## Problem requirements
Look through the data that follows and copy each line with the string "graph".

## Working data

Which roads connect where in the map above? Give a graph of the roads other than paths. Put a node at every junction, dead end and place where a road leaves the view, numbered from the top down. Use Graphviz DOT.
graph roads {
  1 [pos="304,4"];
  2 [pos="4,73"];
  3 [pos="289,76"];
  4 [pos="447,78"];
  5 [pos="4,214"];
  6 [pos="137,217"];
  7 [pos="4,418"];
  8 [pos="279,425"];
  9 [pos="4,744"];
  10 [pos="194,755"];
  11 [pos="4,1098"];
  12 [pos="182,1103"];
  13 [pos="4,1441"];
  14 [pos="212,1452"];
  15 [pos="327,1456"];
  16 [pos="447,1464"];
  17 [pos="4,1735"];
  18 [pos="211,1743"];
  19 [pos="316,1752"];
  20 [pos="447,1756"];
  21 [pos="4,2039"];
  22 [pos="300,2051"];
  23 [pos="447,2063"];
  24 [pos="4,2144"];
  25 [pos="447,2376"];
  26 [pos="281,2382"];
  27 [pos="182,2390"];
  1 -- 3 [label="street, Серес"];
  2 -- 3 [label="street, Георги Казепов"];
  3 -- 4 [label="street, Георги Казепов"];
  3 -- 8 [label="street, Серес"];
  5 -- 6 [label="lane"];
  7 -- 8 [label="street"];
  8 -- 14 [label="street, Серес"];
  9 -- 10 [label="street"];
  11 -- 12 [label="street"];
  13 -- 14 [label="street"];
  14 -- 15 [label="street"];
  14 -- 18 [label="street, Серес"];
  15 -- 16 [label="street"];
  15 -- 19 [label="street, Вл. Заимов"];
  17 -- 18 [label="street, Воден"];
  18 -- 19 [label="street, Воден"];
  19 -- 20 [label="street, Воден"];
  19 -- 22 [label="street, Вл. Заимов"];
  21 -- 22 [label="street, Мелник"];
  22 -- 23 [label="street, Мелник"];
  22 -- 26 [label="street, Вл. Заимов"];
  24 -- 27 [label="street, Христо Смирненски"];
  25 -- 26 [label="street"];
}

## Solution to the exercise
Which roads connect where in the map above? Give a graph of the roads other than paths. Put a node at every junction, dead end and place where a road leaves the view, numbered from the top down. Use Graphviz DOT.
graph roads {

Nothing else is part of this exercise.